**Work required:** Give the data again word for word; drop the pictures.

**Material shown:**

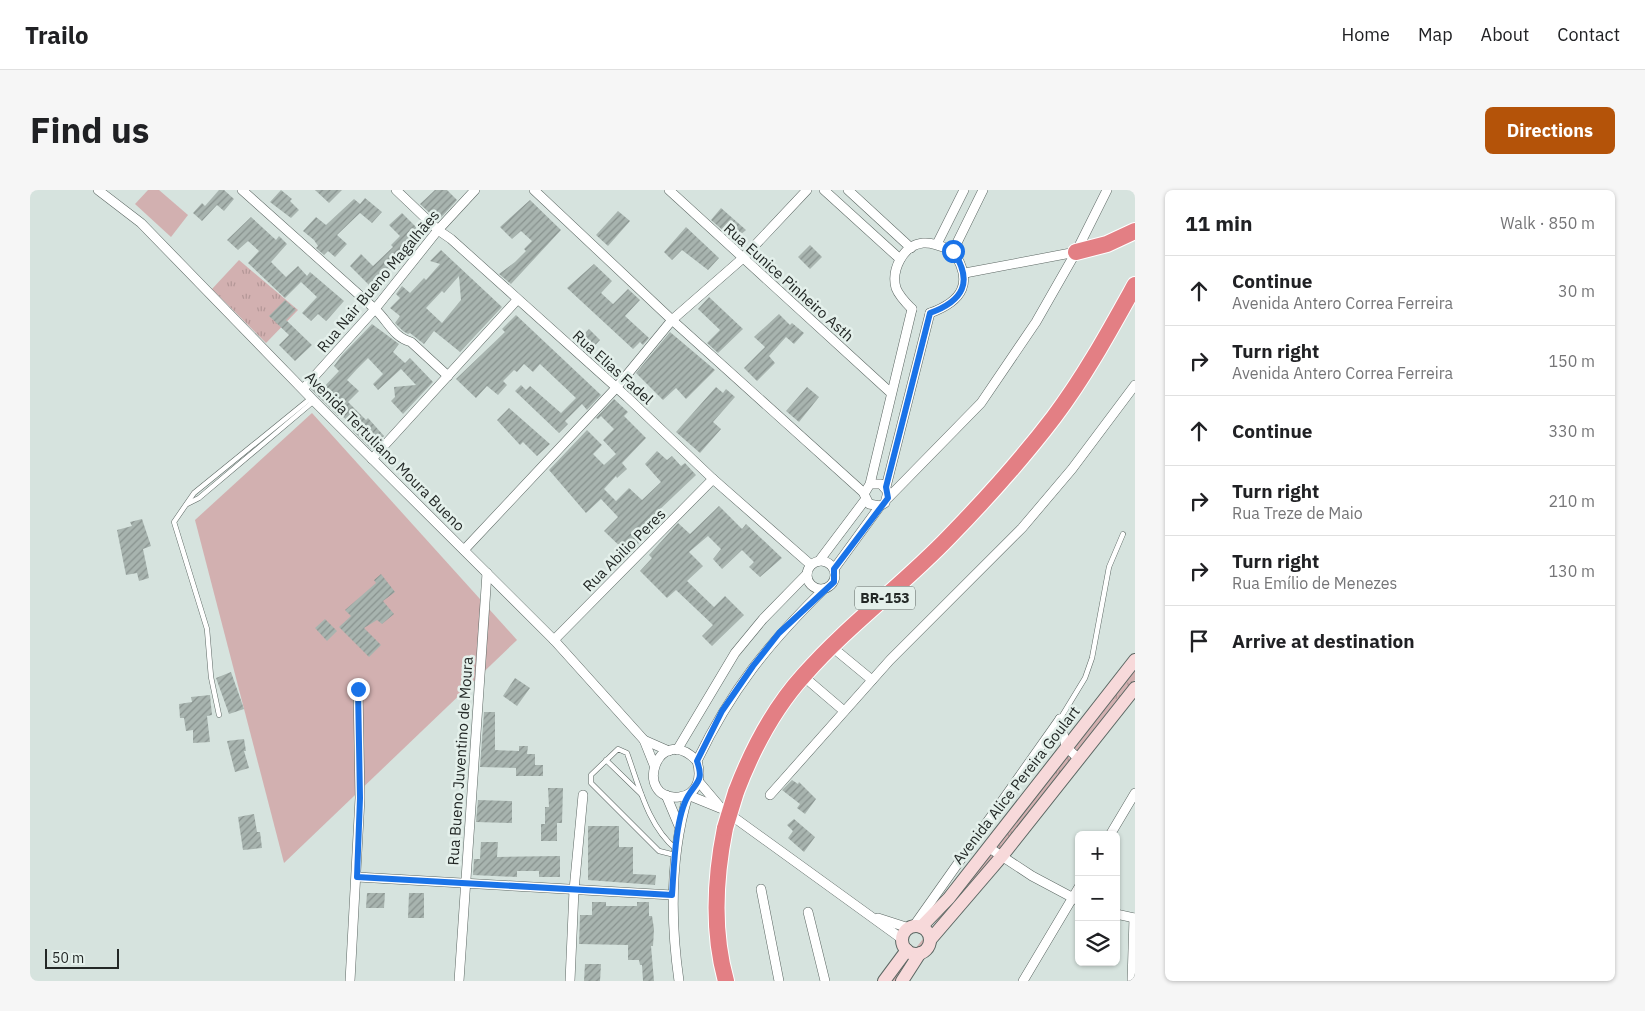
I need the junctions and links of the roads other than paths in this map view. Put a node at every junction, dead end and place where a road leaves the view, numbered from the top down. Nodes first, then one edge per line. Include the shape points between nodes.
1 (98, 190) edge
2 (242, 190) edge
3 (396, 190) edge
4 (474, 190) edge
5 (534, 190) edge
6 (669, 190) edge
7 (807, 190) edge
8 (824, 190) edge
9 (848, 190) edge
10 (964, 190) edge
11 (983, 190) edge
12 (1107, 190) edge
13 (438, 230) junction
14 (1135, 230) edge
15 (937, 244) junction
16 (911, 248) junction
17 (953, 251) junction
18 (1076, 252) junction
19 (743, 258) junction
20 (900, 259) junction
21 (965, 273) junction
22 (1135, 285) edge
23 (517, 300) junction
24 (376, 309) junction
25 (912, 310) junction
26 (930, 313) junction
27 (672, 320) junction
28 (448, 376) junction
29 (1135, 385) edge
30 (616, 388) junction
31 (303, 389) junction
32 (891, 393) junction
33 (1132, 398) edge
34 (312, 399) junction
35 (372, 458) junction
36 (713, 479) junction
37 (870, 484) junction
38 (886, 487) junction
39 (865, 496) junction
40 (888, 498) junction
41 (880, 506) junction
42 (1123, 534) dead end
43 (464, 550) junction
44 (812, 567) junction
45 (834, 569) junction
46 (487, 573) junction
47 (824, 589) junction
48 (554, 640) junction
49 (832, 647) junction
50 (1135, 660) edge
51 (802, 676) junction
52 (872, 680) junction
53 (1135, 688) edge
54 (358, 689) dead end
55 (844, 711) junction
56 (219, 715) dead end
57 (1060, 719) junction
58 (644, 740) junction
59 (1066, 747) junction
60 (673, 750) junction
61 (1079, 759) junction
62 (606, 760) junction
63 (697, 761) junction
64 (654, 765) junction
65 (699, 782) junction
66 (1135, 793) edge
67 (583, 795) dead end
68 (666, 795) junction
69 (688, 795) junction
70 (770, 795) dead end
71 (643, 796) junction
72 (721, 808) junction
73 (679, 826) junction
74 (1112, 831) edge
75 (988, 847) junction
76 (676, 852) junction
77 (1002, 856) junction
78 (357, 877) junction
79 (465, 882) junction
80 (761, 889) dead end
81 (574, 890) junction
82 (672, 895) junction
83 (1075, 900) edge
84 (808, 912) dead end
85 (1120, 915) edge
86 (1134, 918) edge
87 (910, 934) junction
88 (930, 940) junction
89 (920, 954) junction
90 (350, 981) edge
91 (459, 981) edge
92 (570, 981) edge
93 (679, 981) edge
94 (726, 981) edge
95 (780, 981) edge
96 (825, 981) edge
97 (884, 981) edge
98 (902, 981) edge
99 (1023, 981) edge
100 (1132, 981) edge

1 - 31 street, Avenida Tertuliano Moura Bueno via 141,223
2 - 24 street
3 - 13 street, Rua Elias Fadel
4 - 13 street, Rua Nair Bueno Magalhães
5 - 27 street
6 - 19 street, Rua Eunice Pinheiro Asth
7 - 19 street
8 - 20 street
9 - 16 street
10 - 15 street
11 - 17 street
12 - 18 street
13 - 23 street, Rua Elias Fadel
13 - 24 street, Rua Nair Bueno Magalhães
14 - 18 highway via 1107,244
15 - 16 street via 922,243
15 - 17 street
16 - 20 street
17 - 21 street
18 - 21 street
18 - 40 street via 1036,322 981,403
19 - 27 street
19 - 32 street, Rua Eunice Pinheiro Asth
20 - 25 street via 895,275 896,287
21 - 26 street via 957,300
22 - 49 highway, BR-153 via 1099,349 1054,417 948,538
23 - 28 street
23 - 30 street, Rua Elias Fadel
24 - 28 street via 389,327 403,340 411,342
24 - 31 street, Rua Nair Bueno Magalhães
25 - 26 street
25 - 32 street
26 - 38 street
27 - 30 street
27 - 39 street
28 - 35 street
29 - 33 street
30 - 36 street, Rua Elias Fadel
30 - 43 street
31 - 34 street, Avenida Tertuliano Moura Bueno
32 - 37 street
33 - 52 street via 1022,528
34 - 35 street, Avenida Tertuliano Moura Bueno
34 - 56 lane via 194,494 174,522 207,630 211,677
35 - 43 street, Avenida Tertuliano Moura Bueno
36 - 44 street, Rua Elias Fadel
36 - 48 street, Rua Abilio Peres
37 - 38 street
37 - 39 street
38 - 40 street
39 - 41 street via 868,504
39 - 44 street
40 - 41 street
41 - 45 street
42 - 57 lane via 1109,567 1092,658 1085,678
43 - 46 street, Avenida Tertuliano Moura Bueno
44 - 45 street via 825,561
44 - 47 street via 812,586
44 - 60 street via 736,653
45 - 47 street via 834,582
46 - 48 street, Avenida Tertuliano Moura Bueno
46 - 79 street, Rua Bueno Juventino de Moura
47 - 63 street via 779,633 753,666 722,711
48 - 58 street, Avenida Tertuliano Moura Bueno
49 - 51 highway, BR-153
49 - 52 street
50 - 59 street, Avenida Alice Pereira Goulart
51 - 55 street
51 - 94 highway, BR-153, bridge via 756,744 725,828 716,889
52 - 55 street
53 - 61 street, Avenida Alice Pereira Goulart
54 - 78 street via 360,798
55 - 70 street
57 - 59 street
57 - 87 street
58 - 60 street, Avenida Tertuliano Moura Bueno
58 - 64 street, Avenida Tertuliano Moura Bueno
59 - 61 street
59 - 75 street, Avenida Alice Pereira Goulart
60 - 63 street via 690,754
60 - 64 street via 660,756
61 - 77 street, Avenida Alice Pereira Goulart
62 - 71 lane
62 - 71 lane via 618,749 627,753
62 - 76 lane via 591,775 591,783 659,851
63 - 65 street
64 - 68 street via 652,776 656,786
65 - 69 street
65 - 72 street
66 - 74 street
67 - 81 street
68 - 69 street
68 - 73 street
69 - 72 street
69 - 73 street
71 - 76 lane via 662,838
72 - 87 street via 868,914
73 - 76 street
75 - 77 street
75 - 87 street, Avenida Alice Pereira Goulart via 949,898
76 - 82 street
77 - 83 street
77 - 88 street, Avenida Alice Pereira Goulart
78 - 79 street
78 - 90 street
79 - 81 street
79 - 91 street, Rua Bueno Juventino de Moura
80 - 95 street
81 - 82 street
81 - 92 street
82 - 93 street
83 - 99 street
84 - 96 street
85 - 86 street
86 - 100 street
87 - 88 street via 926,930
87 - 89 street via 915,954
87 - 97 street, Avenida Alice Pereira Goulart
88 - 89 street, Avenida Alice Pereira Goulart via 929,946
89 - 98 street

**Reply:**
I need the junctions and links of the roads other than paths in this map view. Put a node at every junction, dead end and place where a road leaves the view, numbered from the top down. Nodes first, then one edge per line. Include the shape points between nodes.
1 (98, 190) edge
2 (242, 190) edge
3 (396, 190) edge
4 (474, 190) edge
5 (534, 190) edge
6 (669, 190) edge
7 (807, 190) edge
8 (824, 190) edge
9 (848, 190) edge
10 (964, 190) edge
11 (983, 190) edge
12 (1107, 190) edge
13 (438, 230) junction
14 (1135, 230) edge
15 (937, 244) junction
16 (911, 248) junction
17 (953, 251) junction
18 (1076, 252) junction
19 (743, 258) junction
20 (900, 259) junction
21 (965, 273) junction
22 (1135, 285) edge
23 (517, 300) junction
24 (376, 309) junction
25 (912, 310) junction
26 (930, 313) junction
27 (672, 320) junction
28 (448, 376) junction
29 (1135, 385) edge
30 (616, 388) junction
31 (303, 389) junction
32 (891, 393) junction
33 (1132, 398) edge
34 (312, 399) junction
35 (372, 458) junction
36 (713, 479) junction
37 (870, 484) junction
38 (886, 487) junction
39 (865, 496) junction
40 (888, 498) junction
41 (880, 506) junction
42 (1123, 534) dead end
43 (464, 550) junction
44 (812, 567) junction
45 (834, 569) junction
46 (487, 573) junction
47 (824, 589) junction
48 (554, 640) junction
49 (832, 647) junction
50 (1135, 660) edge
51 (802, 676) junction
52 (872, 680) junction
53 (1135, 688) edge
54 (358, 689) dead end
55 (844, 711) junction
56 (219, 715) dead end
57 (1060, 719) junction
58 (644, 740) junction
59 (1066, 747) junction
60 (673, 750) junction
61 (1079, 759) junction
62 (606, 760) junction
63 (697, 761) junction
64 (654, 765) junction
65 (699, 782) junction
66 (1135, 793) edge
67 (583, 795) dead end
68 (666, 795) junction
69 (688, 795) junction
70 (770, 795) dead end
71 (643, 796) junction
72 (721, 808) junction
73 (679, 826) junction
74 (1112, 831) edge
75 (988, 847) junction
76 (676, 852) junction
77 (1002, 856) junction
78 (357, 877) junction
79 (465, 882) junction
80 (761, 889) dead end
81 (574, 890) junction
82 (672, 895) junction
83 (1075, 900) edge
84 (808, 912) dead end
85 (1120, 915) edge
86 (1134, 918) edge
87 (910, 934) junction
88 (930, 940) junction
89 (920, 954) junction
90 (350, 981) edge
91 (459, 981) edge
92 (570, 981) edge
93 (679, 981) edge
94 (726, 981) edge
95 (780, 981) edge
96 (825, 981) edge
97 (884, 981) edge
98 (902, 981) edge
99 (1023, 981) edge
100 (1132, 981) edge

1 - 31 street, Avenida Tertuliano Moura Bueno via 141,223
2 - 24 street
3 - 13 street, Rua Elias Fadel
4 - 13 street, Rua Nair Bueno Magalhães
5 - 27 street
6 - 19 street, Rua Eunice Pinheiro Asth
7 - 19 street
8 - 20 street
9 - 16 street
10 - 15 street
11 - 17 street
12 - 18 street
13 - 23 street, Rua Elias Fadel
13 - 24 street, Rua Nair Bueno Magalhães
14 - 18 highway via 1107,244
15 - 16 street via 922,243
15 - 17 street
16 - 20 street
17 - 21 street
18 - 21 street
18 - 40 street via 1036,322 981,403
19 - 27 street
19 - 32 street, Rua Eunice Pinheiro Asth
20 - 25 street via 895,275 896,287
21 - 26 street via 957,300
22 - 49 highway, BR-153 via 1099,349 1054,417 948,538
23 - 28 street
23 - 30 street, Rua Elias Fadel
24 - 28 street via 389,327 403,340 411,342
24 - 31 street, Rua Nair Bueno Magalhães
25 - 26 street
25 - 32 street
26 - 38 street
27 - 30 street
27 - 39 street
28 - 35 street
29 - 33 street
30 - 36 street, Rua Elias Fadel
30 - 43 street
31 - 34 street, Avenida Tertuliano Moura Bueno
32 - 37 street
33 - 52 street via 1022,528
34 - 35 street, Avenida Tertuliano Moura Bueno
34 - 56 lane via 194,494 174,522 207,630 211,677
35 - 43 street, Avenida Tertuliano Moura Bueno
36 - 44 street, Rua Elias Fadel
36 - 48 street, Rua Abilio Peres
37 - 38 street
37 - 39 street
38 - 40 street
39 - 41 street via 868,504
39 - 44 street
40 - 41 street
41 - 45 street
42 - 57 lane via 1109,567 1092,658 1085,678
43 - 46 street, Avenida Tertuliano Moura Bueno
44 - 45 street via 825,561
44 - 47 street via 812,586
44 - 60 street via 736,653
45 - 47 street via 834,582
46 - 48 street, Avenida Tertuliano Moura Bueno
46 - 79 street, Rua Bueno Juventino de Moura
47 - 63 street via 779,633 753,666 722,711
48 - 58 street, Avenida Tertuliano Moura Bueno
49 - 51 highway, BR-153
49 - 52 street
50 - 59 street, Avenida Alice Pereira Goulart
51 - 55 street
51 - 94 highway, BR-153, bridge via 756,744 725,828 716,889
52 - 55 street
53 - 61 street, Avenida Alice Pereira Goulart
54 - 78 street via 360,798
55 - 70 street
57 - 59 street
57 - 87 street
58 - 60 street, Avenida Tertuliano Moura Bueno
58 - 64 street, Avenida Tertuliano Moura Bueno
59 - 61 street
59 - 75 street, Avenida Alice Pereira Goulart
60 - 63 street via 690,754
60 - 64 street via 660,756
61 - 77 street, Avenida Alice Pereira Goulart
62 - 71 lane
62 - 71 lane via 618,749 627,753
62 - 76 lane via 591,775 591,783 659,851
63 - 65 street
64 - 68 street via 652,776 656,786
65 - 69 street
65 - 72 street
66 - 74 street
67 - 81 street
68 - 69 street
68 - 73 street
69 - 72 street
69 - 73 street
71 - 76 lane via 662,838
72 - 87 street via 868,914
73 - 76 street
75 - 77 street
75 - 87 street, Avenida Alice Pereira Goulart via 949,898
76 - 82 street
77 - 83 street
77 - 88 street, Avenida Alice Pereira Goulart
78 - 79 street
78 - 90 street
79 - 81 street
79 - 91 street, Rua Bueno Juventino de Moura
80 - 95 street
81 - 82 street
81 - 92 street
82 - 93 street
83 - 99 street
84 - 96 street
85 - 86 street
86 - 100 street
87 - 88 street via 926,930
87 - 89 street via 915,954
87 - 97 street, Avenida Alice Pereira Goulart
88 - 89 street, Avenida Alice Pereira Goulart via 929,946
89 - 98 street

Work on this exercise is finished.